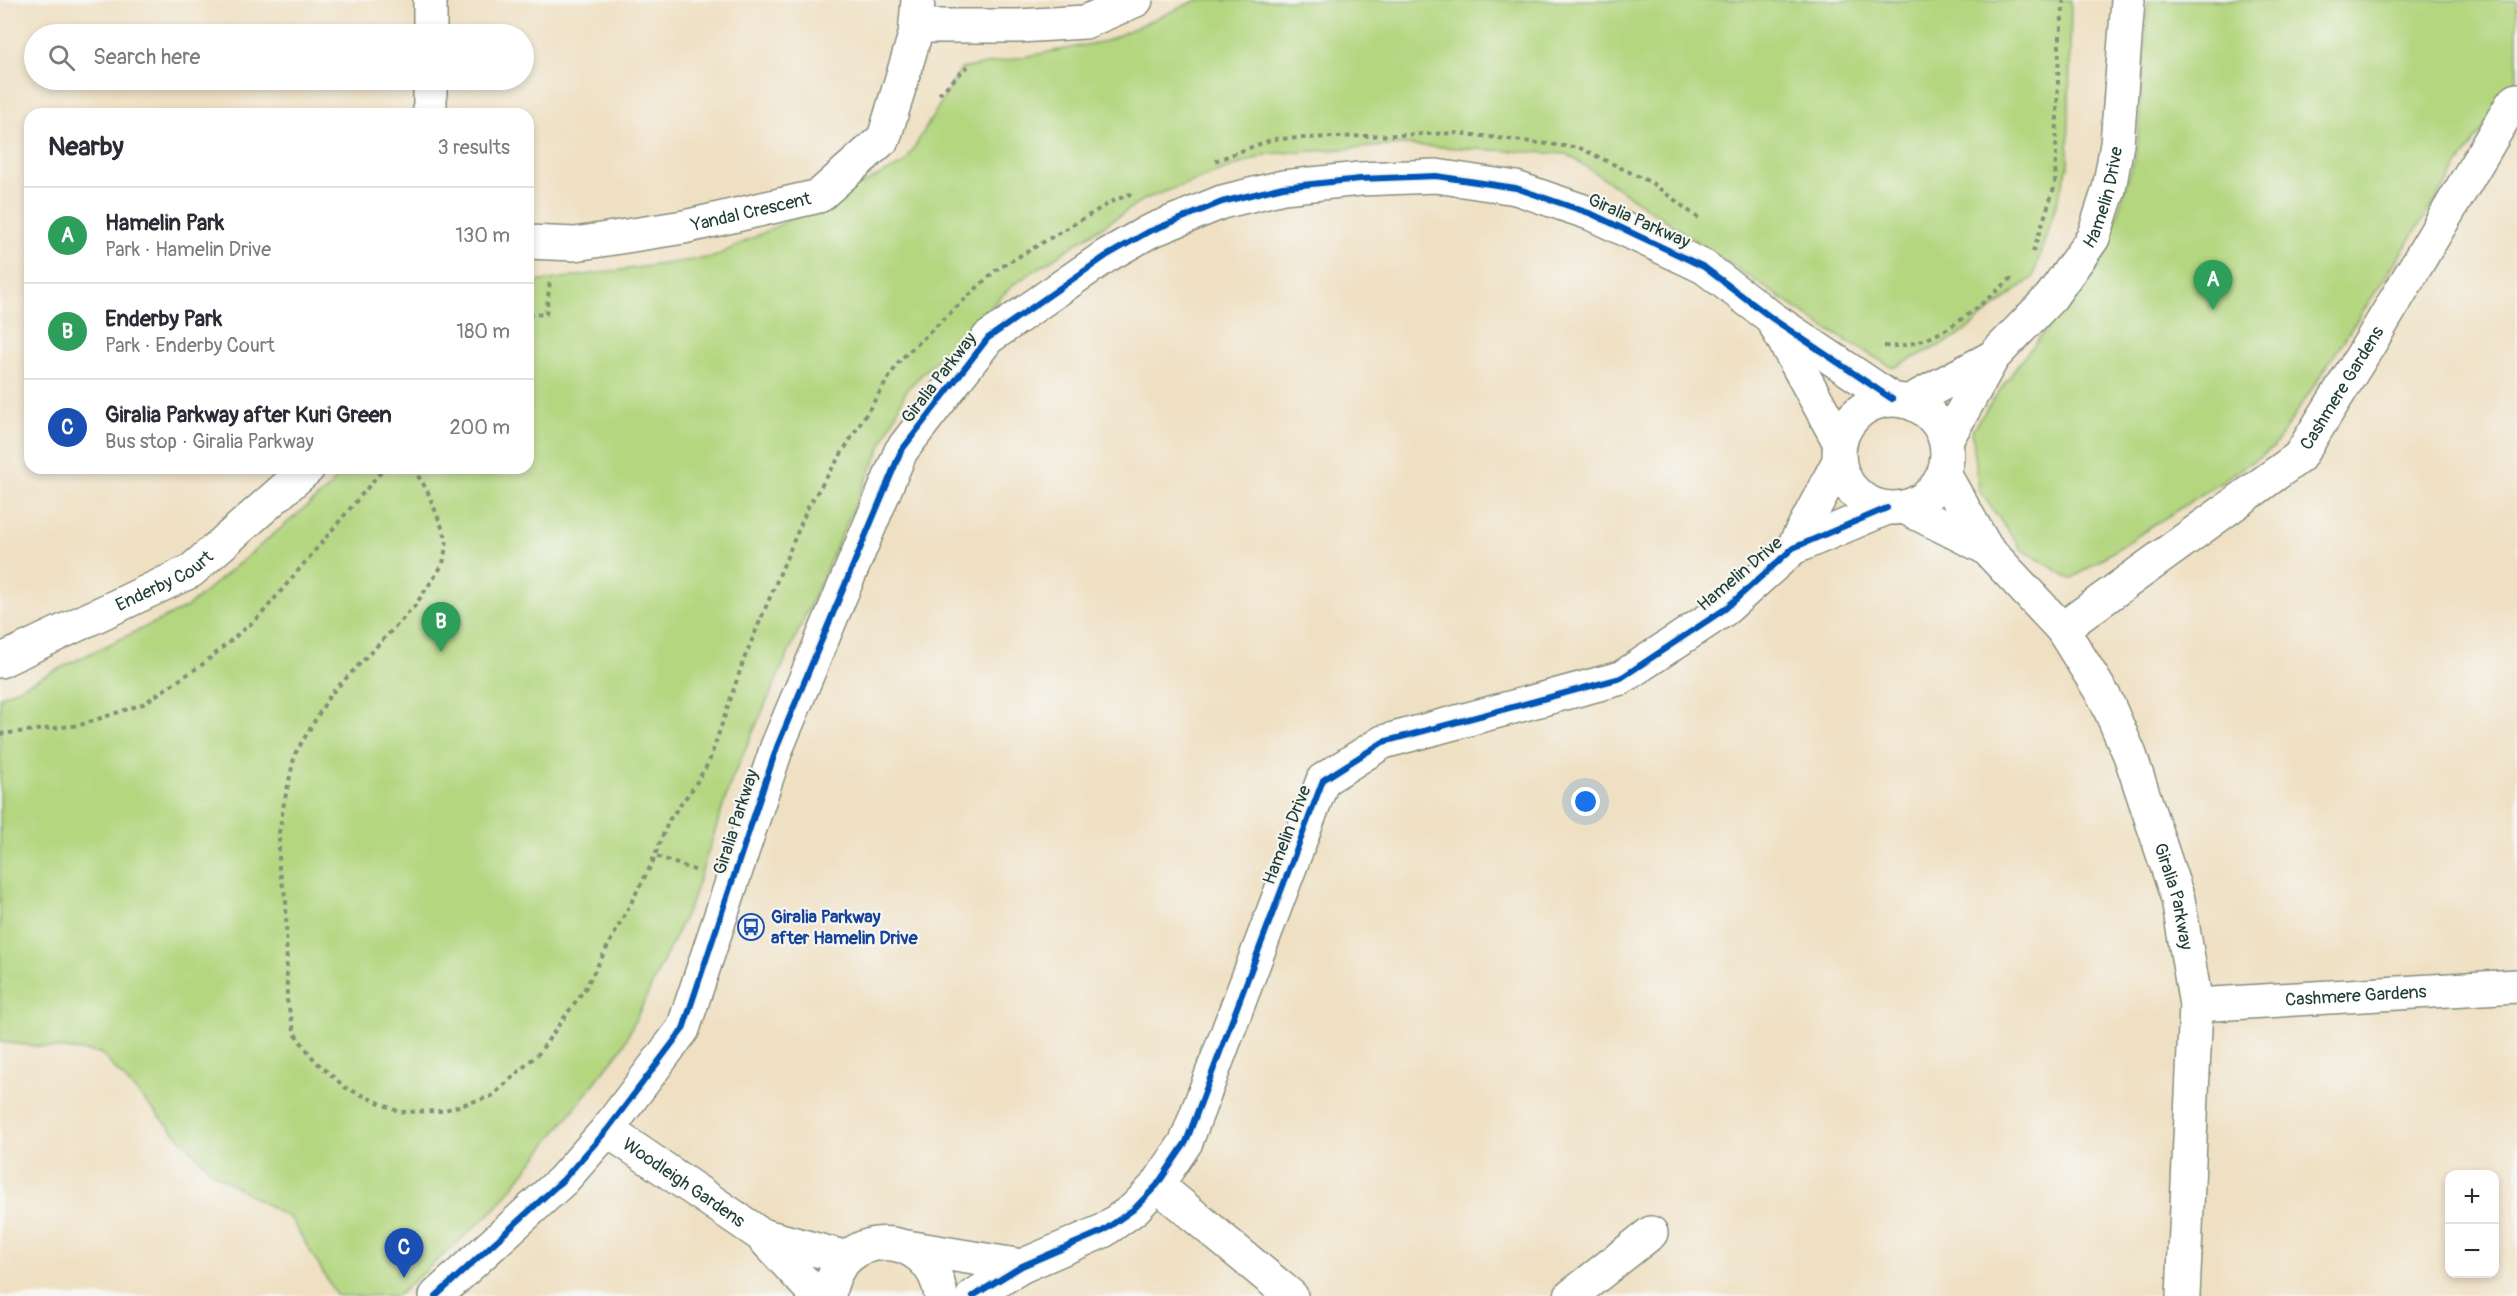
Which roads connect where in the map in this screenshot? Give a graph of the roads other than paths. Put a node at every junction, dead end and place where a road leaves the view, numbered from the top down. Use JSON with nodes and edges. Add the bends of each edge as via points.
{"nodes":[{"id":1,"x":430,"y":0,"type":"edge"},
{"id":2,"x":1136,"y":0,"type":"edge"},
{"id":3,"x":2128,"y":0,"type":"edge"},
{"id":4,"x":917,"y":13,"type":"edge"},
{"id":5,"x":430,"y":24,"type":"edge"},
{"id":6,"x":430,"y":90,"type":"edge"},
{"id":7,"x":2517,"y":100,"type":"edge"},
{"id":8,"x":430,"y":108,"type":"edge"},
{"id":9,"x":541,"y":243,"type":"edge"},
{"id":10,"x":1773,"y":319,"type":"junction"},
{"id":11,"x":1993,"y":357,"type":"junction"},
{"id":12,"x":1901,"y":400,"type":"junction"},
{"id":13,"x":1947,"y":439,"type":"junction"},
{"id":14,"x":1839,"y":452,"type":"junction"},
{"id":15,"x":301,"y":474,"type":"edge"},
{"id":16,"x":1944,"y":474,"type":"junction"},
{"id":17,"x":1895,"y":507,"type":"junction"},
{"id":18,"x":1793,"y":548,"type":"junction"},
{"id":19,"x":1986,"y":548,"type":"junction"},
{"id":20,"x":2062,"y":629,"type":"junction"},
{"id":21,"x":0,"y":661,"type":"edge"},
{"id":22,"x":2517,"y":986,"type":"edge"},
{"id":23,"x":2196,"y":1005,"type":"junction"},
{"id":24,"x":607,"y":1130,"type":"junction"},
{"id":25,"x":1157,"y":1185,"type":"junction"},
{"id":26,"x":1651,"y":1233,"type":"dead end"},
{"id":27,"x":761,"y":1234,"type":"junction"},
{"id":28,"x":907,"y":1247,"type":"junction"},
{"id":29,"x":847,"y":1258,"type":"junction"},
{"id":30,"x":1022,"y":1266,"type":"junction"},
{"id":31,"x":436,"y":1296,"type":"edge"},
{"id":32,"x":817,"y":1296,"type":"edge"},
{"id":33,"x":829,"y":1296,"type":"edge"},
{"id":34,"x":941,"y":1296,"type":"edge"},
{"id":35,"x":973,"y":1296,"type":"edge"},
{"id":36,"x":1291,"y":1296,"type":"edge"},
{"id":37,"x":1571,"y":1296,"type":"edge"},
{"id":38,"x":2183,"y":1296,"type":"edge"}],
"edges":[{"from":1,"to":5,"type":"street"},
{"from":2,"to":4,"type":"street","via":[[1085,22],[1018,26]]},
{"from":3,"to":11,"type":"street","name":"Hamelin Drive","via":[[2117,144],[2109,189],[2092,238],[2051,297]]},
{"from":4,"to":9,"type":"street","name":"Yandal Crescent","via":[[915,35],[884,138],[819,196],[684,228],[575,244]]},
{"from":6,"to":8,"type":"street"},
{"from":7,"to":20,"type":"street","name":"Cashmere Gardens","via":[[2299,457]]},
{"from":10,"to":12,"type":"street","name":"Giralia Parkway"},
{"from":10,"to":14,"type":"street","name":"Giralia Parkway"},
{"from":10,"to":24,"type":"street","name":"Giralia Parkway","via":[[1704,267],[1592,214],[1516,188],[1436,176],[1282,187],[1222,202],[1148,232],[1106,256],[988,338],[901,451],[777,747],[683,1029]]},
{"from":11,"to":12,"type":"street","name":"Hamelin Drive"},
{"from":11,"to":13,"type":"street","name":"Hamelin Drive"},
{"from":12,"to":13,"type":"street","via":[[1926,409]]},
{"from":12,"to":14,"type":"street","via":[[1874,402],[1858,412],[1846,426]]},
{"from":13,"to":16,"type":"street"},
{"from":14,"to":17,"type":"street","via":[[1844,478],[1855,493],[1870,503]]},
{"from":14,"to":18,"type":"street","name":"Hamelin Drive"},
{"from":15,"to":21,"type":"street","name":"Enderby Court","via":[[191,571]]},
{"from":16,"to":17,"type":"street","via":[[1935,490],[1921,501]]},
{"from":16,"to":19,"type":"street","name":"Giralia Parkway"},
{"from":17,"to":18,"type":"street","name":"Hamelin Drive"},
{"from":17,"to":19,"type":"street","name":"Giralia Parkway"},
{"from":18,"to":25,"type":"street","name":"Hamelin Drive","via":[[1725,609],[1621,678],[1383,742],[1323,780],[1186,1142]]},
{"from":19,"to":20,"type":"street","name":"Giralia Parkway"},
{"from":20,"to":23,"type":"street","name":"Giralia Parkway","via":[[2105,698],[2130,754],[2178,899]]},
{"from":22,"to":23,"type":"street","name":"Cashmere Gardens"},
{"from":23,"to":38,"type":"street","name":"Giralia Parkway"},
{"from":24,"to":27,"type":"street","name":"Woodleigh Gardens"},
{"from":24,"to":31,"type":"street","name":"Giralia Parkway","via":[[563,1180]]},
{"from":25,"to":30,"type":"street","name":"Hamelin Drive","via":[[1134,1209],[1103,1231]]},
{"from":25,"to":36,"type":"street"},
{"from":26,"to":37,"type":"street"},
{"from":27,"to":29,"type":"street","name":"Woodleigh Gardens"},
{"from":27,"to":32,"type":"street","name":"Woodleigh Gardens"},
{"from":28,"to":29,"type":"street","via":[[875,1244]]},
{"from":28,"to":30,"type":"street"},
{"from":28,"to":34,"type":"street","via":[[932,1268]]},
{"from":29,"to":33,"type":"street","via":[[837,1271]]},
{"from":30,"to":35,"type":"street","name":"Hamelin Drive"}]}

§ §

The complete material, set down exactly and stripped of pictures, is the expected response.

Which roads connect where in the map in this screenshot? Give a graph of the roads other than paths. Put a node at every junction, dead end and place where a road leaves the view, numbered from the top down. Use JSON with nodes and edges. Add the bends of each edge as via points.
{"nodes":[{"id":1,"x":430,"y":0,"type":"edge"},
{"id":2,"x":1136,"y":0,"type":"edge"},
{"id":3,"x":2128,"y":0,"type":"edge"},
{"id":4,"x":917,"y":13,"type":"edge"},
{"id":5,"x":430,"y":24,"type":"edge"},
{"id":6,"x":430,"y":90,"type":"edge"},
{"id":7,"x":2517,"y":100,"type":"edge"},
{"id":8,"x":430,"y":108,"type":"edge"},
{"id":9,"x":541,"y":243,"type":"edge"},
{"id":10,"x":1773,"y":319,"type":"junction"},
{"id":11,"x":1993,"y":357,"type":"junction"},
{"id":12,"x":1901,"y":400,"type":"junction"},
{"id":13,"x":1947,"y":439,"type":"junction"},
{"id":14,"x":1839,"y":452,"type":"junction"},
{"id":15,"x":301,"y":474,"type":"edge"},
{"id":16,"x":1944,"y":474,"type":"junction"},
{"id":17,"x":1895,"y":507,"type":"junction"},
{"id":18,"x":1793,"y":548,"type":"junction"},
{"id":19,"x":1986,"y":548,"type":"junction"},
{"id":20,"x":2062,"y":629,"type":"junction"},
{"id":21,"x":0,"y":661,"type":"edge"},
{"id":22,"x":2517,"y":986,"type":"edge"},
{"id":23,"x":2196,"y":1005,"type":"junction"},
{"id":24,"x":607,"y":1130,"type":"junction"},
{"id":25,"x":1157,"y":1185,"type":"junction"},
{"id":26,"x":1651,"y":1233,"type":"dead end"},
{"id":27,"x":761,"y":1234,"type":"junction"},
{"id":28,"x":907,"y":1247,"type":"junction"},
{"id":29,"x":847,"y":1258,"type":"junction"},
{"id":30,"x":1022,"y":1266,"type":"junction"},
{"id":31,"x":436,"y":1296,"type":"edge"},
{"id":32,"x":817,"y":1296,"type":"edge"},
{"id":33,"x":829,"y":1296,"type":"edge"},
{"id":34,"x":941,"y":1296,"type":"edge"},
{"id":35,"x":973,"y":1296,"type":"edge"},
{"id":36,"x":1291,"y":1296,"type":"edge"},
{"id":37,"x":1571,"y":1296,"type":"edge"},
{"id":38,"x":2183,"y":1296,"type":"edge"}],
"edges":[{"from":1,"to":5,"type":"street"},
{"from":2,"to":4,"type":"street","via":[[1085,22],[1018,26]]},
{"from":3,"to":11,"type":"street","name":"Hamelin Drive","via":[[2117,144],[2109,189],[2092,238],[2051,297]]},
{"from":4,"to":9,"type":"street","name":"Yandal Crescent","via":[[915,35],[884,138],[819,196],[684,228],[575,244]]},
{"from":6,"to":8,"type":"street"},
{"from":7,"to":20,"type":"street","name":"Cashmere Gardens","via":[[2299,457]]},
{"from":10,"to":12,"type":"street","name":"Giralia Parkway"},
{"from":10,"to":14,"type":"street","name":"Giralia Parkway"},
{"from":10,"to":24,"type":"street","name":"Giralia Parkway","via":[[1704,267],[1592,214],[1516,188],[1436,176],[1282,187],[1222,202],[1148,232],[1106,256],[988,338],[901,451],[777,747],[683,1029]]},
{"from":11,"to":12,"type":"street","name":"Hamelin Drive"},
{"from":11,"to":13,"type":"street","name":"Hamelin Drive"},
{"from":12,"to":13,"type":"street","via":[[1926,409]]},
{"from":12,"to":14,"type":"street","via":[[1874,402],[1858,412],[1846,426]]},
{"from":13,"to":16,"type":"street"},
{"from":14,"to":17,"type":"street","via":[[1844,478],[1855,493],[1870,503]]},
{"from":14,"to":18,"type":"street","name":"Hamelin Drive"},
{"from":15,"to":21,"type":"street","name":"Enderby Court","via":[[191,571]]},
{"from":16,"to":17,"type":"street","via":[[1935,490],[1921,501]]},
{"from":16,"to":19,"type":"street","name":"Giralia Parkway"},
{"from":17,"to":18,"type":"street","name":"Hamelin Drive"},
{"from":17,"to":19,"type":"street","name":"Giralia Parkway"},
{"from":18,"to":25,"type":"street","name":"Hamelin Drive","via":[[1725,609],[1621,678],[1383,742],[1323,780],[1186,1142]]},
{"from":19,"to":20,"type":"street","name":"Giralia Parkway"},
{"from":20,"to":23,"type":"street","name":"Giralia Parkway","via":[[2105,698],[2130,754],[2178,899]]},
{"from":22,"to":23,"type":"street","name":"Cashmere Gardens"},
{"from":23,"to":38,"type":"street","name":"Giralia Parkway"},
{"from":24,"to":27,"type":"street","name":"Woodleigh Gardens"},
{"from":24,"to":31,"type":"street","name":"Giralia Parkway","via":[[563,1180]]},
{"from":25,"to":30,"type":"street","name":"Hamelin Drive","via":[[1134,1209],[1103,1231]]},
{"from":25,"to":36,"type":"street"},
{"from":26,"to":37,"type":"street"},
{"from":27,"to":29,"type":"street","name":"Woodleigh Gardens"},
{"from":27,"to":32,"type":"street","name":"Woodleigh Gardens"},
{"from":28,"to":29,"type":"street","via":[[875,1244]]},
{"from":28,"to":30,"type":"street"},
{"from":28,"to":34,"type":"street","via":[[932,1268]]},
{"from":29,"to":33,"type":"street","via":[[837,1271]]},
{"from":30,"to":35,"type":"street","name":"Hamelin Drive"}]}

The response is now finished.